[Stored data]
┌──
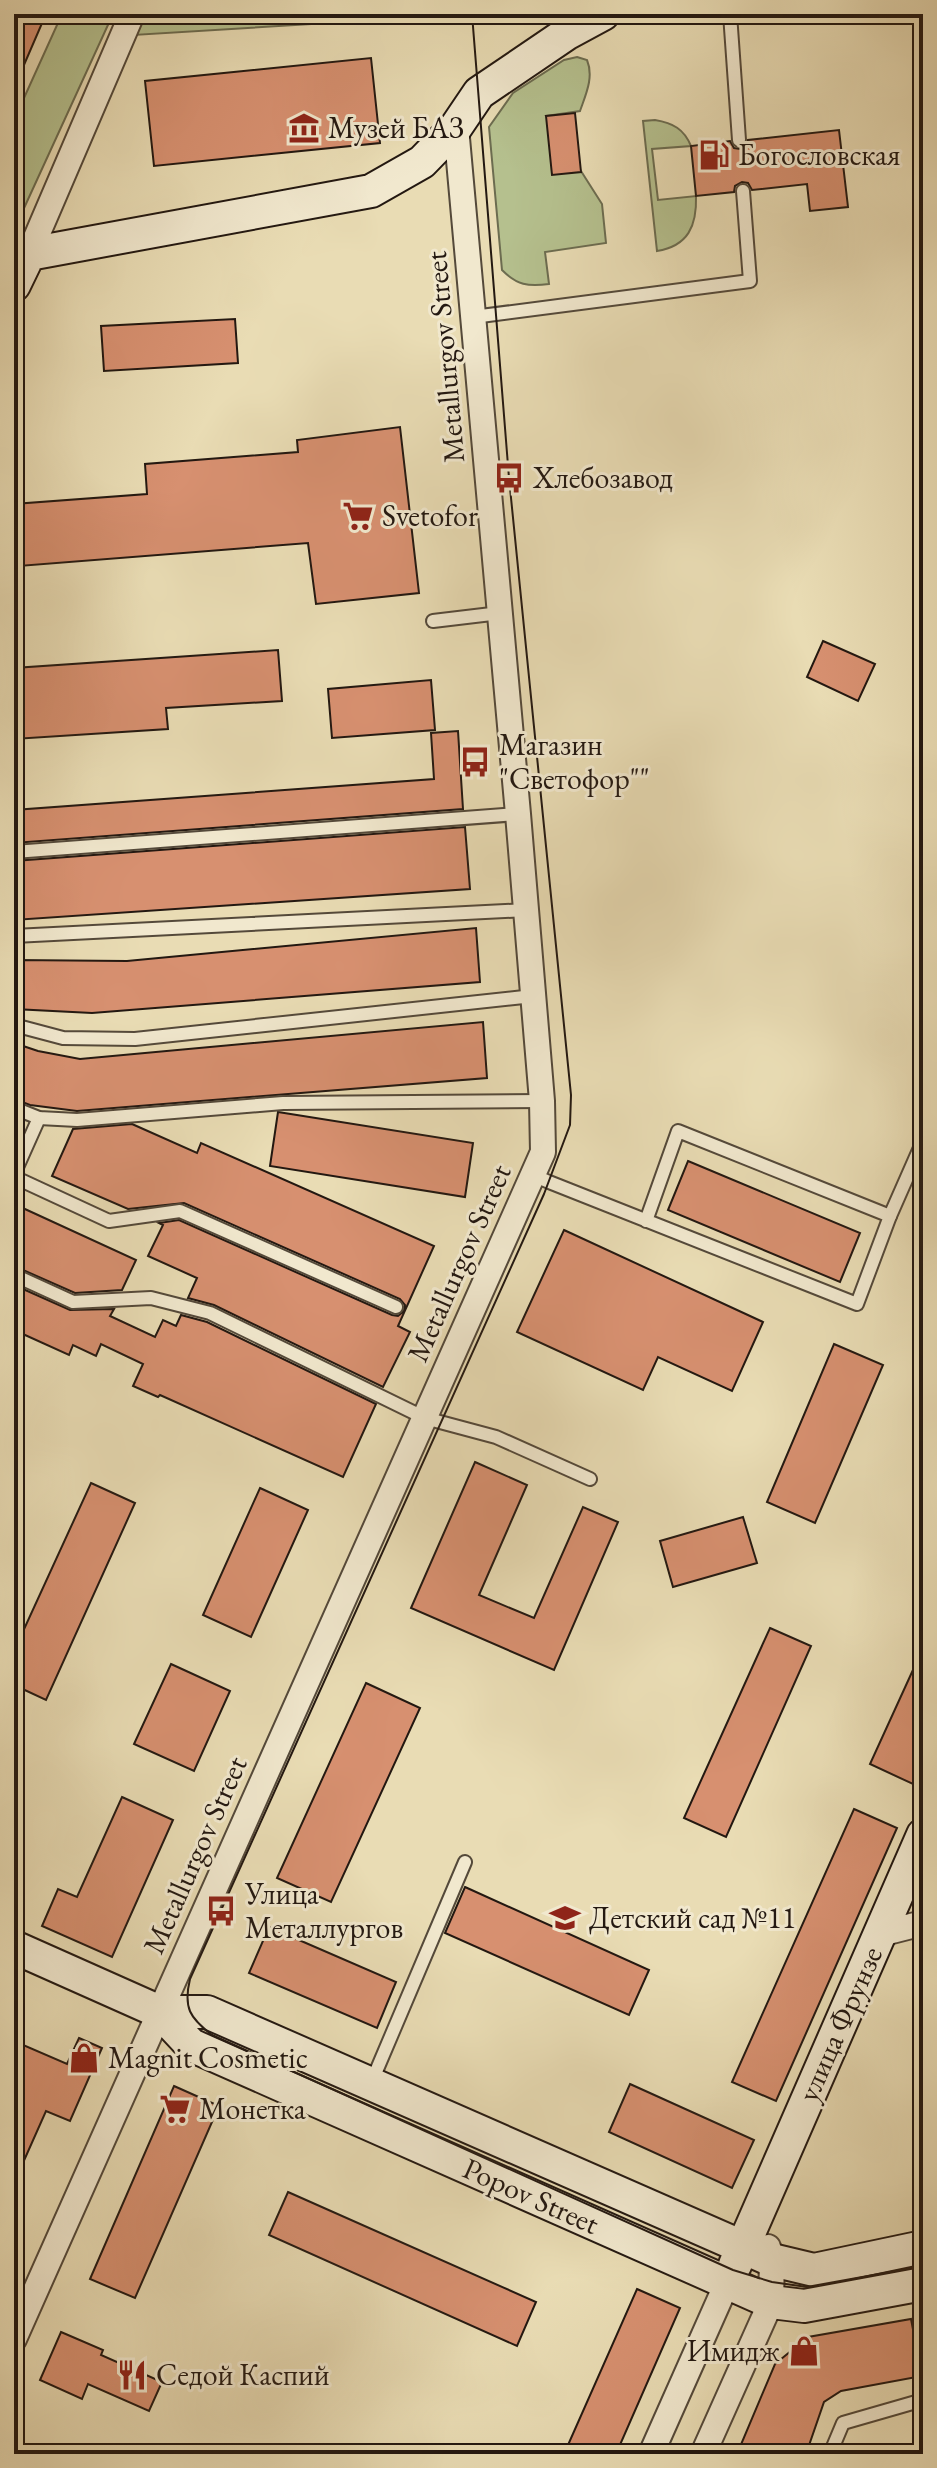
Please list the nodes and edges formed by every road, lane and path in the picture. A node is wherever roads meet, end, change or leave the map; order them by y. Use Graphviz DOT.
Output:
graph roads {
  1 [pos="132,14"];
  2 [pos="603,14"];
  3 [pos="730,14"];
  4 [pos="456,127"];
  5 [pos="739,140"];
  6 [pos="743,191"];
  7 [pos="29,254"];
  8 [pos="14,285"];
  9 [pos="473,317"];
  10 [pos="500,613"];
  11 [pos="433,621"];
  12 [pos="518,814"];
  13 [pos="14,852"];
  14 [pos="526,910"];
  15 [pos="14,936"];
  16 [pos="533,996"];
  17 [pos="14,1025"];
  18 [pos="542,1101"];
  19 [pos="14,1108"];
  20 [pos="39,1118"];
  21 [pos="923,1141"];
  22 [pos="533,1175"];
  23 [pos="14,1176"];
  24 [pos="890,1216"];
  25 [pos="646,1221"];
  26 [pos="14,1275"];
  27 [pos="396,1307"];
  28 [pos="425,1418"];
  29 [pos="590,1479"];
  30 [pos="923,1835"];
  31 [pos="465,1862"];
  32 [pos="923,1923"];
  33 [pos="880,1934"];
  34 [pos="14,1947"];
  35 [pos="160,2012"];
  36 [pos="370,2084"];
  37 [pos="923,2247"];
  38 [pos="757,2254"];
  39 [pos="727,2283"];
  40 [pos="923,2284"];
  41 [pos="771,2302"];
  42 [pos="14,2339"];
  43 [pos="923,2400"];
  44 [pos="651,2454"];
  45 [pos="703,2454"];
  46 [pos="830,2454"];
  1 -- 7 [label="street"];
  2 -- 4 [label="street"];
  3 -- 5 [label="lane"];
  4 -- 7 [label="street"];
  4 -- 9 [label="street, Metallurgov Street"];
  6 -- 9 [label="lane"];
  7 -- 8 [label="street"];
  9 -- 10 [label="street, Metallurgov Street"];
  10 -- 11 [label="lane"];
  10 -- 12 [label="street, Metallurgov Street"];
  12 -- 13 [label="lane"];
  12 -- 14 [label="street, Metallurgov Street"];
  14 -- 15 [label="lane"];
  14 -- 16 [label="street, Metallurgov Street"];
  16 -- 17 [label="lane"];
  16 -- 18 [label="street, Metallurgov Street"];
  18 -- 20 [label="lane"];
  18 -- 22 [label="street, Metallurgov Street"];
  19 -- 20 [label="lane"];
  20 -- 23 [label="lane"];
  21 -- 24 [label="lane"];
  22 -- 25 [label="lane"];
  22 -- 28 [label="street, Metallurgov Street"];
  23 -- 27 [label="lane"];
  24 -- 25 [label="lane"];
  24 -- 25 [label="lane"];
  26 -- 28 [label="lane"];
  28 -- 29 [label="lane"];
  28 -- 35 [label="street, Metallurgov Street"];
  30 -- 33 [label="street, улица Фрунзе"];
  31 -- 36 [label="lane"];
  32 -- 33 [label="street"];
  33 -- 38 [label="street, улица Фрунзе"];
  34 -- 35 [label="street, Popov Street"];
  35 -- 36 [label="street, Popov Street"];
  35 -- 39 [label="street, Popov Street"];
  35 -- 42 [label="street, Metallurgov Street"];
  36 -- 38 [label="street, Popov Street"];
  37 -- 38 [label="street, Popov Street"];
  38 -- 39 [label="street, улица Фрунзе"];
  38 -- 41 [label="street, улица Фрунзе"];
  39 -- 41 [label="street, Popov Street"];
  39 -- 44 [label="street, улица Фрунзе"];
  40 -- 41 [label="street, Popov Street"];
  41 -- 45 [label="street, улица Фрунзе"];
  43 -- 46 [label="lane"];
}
└──
┌──
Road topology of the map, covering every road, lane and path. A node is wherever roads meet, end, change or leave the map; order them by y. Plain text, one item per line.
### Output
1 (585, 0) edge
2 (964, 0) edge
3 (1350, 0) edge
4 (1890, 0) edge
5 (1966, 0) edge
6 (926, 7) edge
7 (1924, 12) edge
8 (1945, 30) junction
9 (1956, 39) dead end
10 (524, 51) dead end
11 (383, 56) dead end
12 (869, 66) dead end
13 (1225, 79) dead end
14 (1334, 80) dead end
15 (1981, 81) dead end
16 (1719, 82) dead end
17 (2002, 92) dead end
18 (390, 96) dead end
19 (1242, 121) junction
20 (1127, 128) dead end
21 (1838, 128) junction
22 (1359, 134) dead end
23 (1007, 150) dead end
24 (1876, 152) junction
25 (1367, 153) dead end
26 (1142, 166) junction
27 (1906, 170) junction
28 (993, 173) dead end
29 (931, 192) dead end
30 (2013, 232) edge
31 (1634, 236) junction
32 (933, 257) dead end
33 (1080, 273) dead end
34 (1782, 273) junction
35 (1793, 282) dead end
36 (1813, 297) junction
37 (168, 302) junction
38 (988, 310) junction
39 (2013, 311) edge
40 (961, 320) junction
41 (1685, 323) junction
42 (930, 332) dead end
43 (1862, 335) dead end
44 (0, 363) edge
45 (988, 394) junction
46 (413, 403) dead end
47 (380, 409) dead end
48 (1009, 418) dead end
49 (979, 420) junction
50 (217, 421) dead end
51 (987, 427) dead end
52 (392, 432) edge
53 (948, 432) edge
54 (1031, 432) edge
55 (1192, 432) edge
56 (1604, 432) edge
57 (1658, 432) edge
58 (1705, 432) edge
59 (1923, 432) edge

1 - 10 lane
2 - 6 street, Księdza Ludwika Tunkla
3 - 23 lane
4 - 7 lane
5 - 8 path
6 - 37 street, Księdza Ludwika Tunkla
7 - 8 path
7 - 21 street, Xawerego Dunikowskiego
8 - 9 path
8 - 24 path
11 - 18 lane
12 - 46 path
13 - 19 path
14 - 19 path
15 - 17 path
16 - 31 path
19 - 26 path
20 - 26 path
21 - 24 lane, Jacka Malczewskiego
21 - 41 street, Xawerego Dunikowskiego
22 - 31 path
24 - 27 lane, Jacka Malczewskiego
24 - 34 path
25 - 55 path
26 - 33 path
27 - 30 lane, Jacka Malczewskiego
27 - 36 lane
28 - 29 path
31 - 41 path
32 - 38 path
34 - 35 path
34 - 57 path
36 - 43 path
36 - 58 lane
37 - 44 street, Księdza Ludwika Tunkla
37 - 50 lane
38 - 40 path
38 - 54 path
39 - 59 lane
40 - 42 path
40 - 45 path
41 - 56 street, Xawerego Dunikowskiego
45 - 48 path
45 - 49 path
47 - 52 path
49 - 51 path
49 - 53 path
└──
Set apart and copy each line of the records that holds the word "roads".

[ANSWER TO THIS EXERCISE]
Please list the nodes and edges formed by every road, lane and path in the picture. A node is wherever roads meet, end, change or leave the map; order them by y. Use Graphviz DOT.
graph roads {
Road topology of the map, covering every road, lane and path. A node is wherever roads meet, end, change or leave the map; order them by y. Plain text, one item per line.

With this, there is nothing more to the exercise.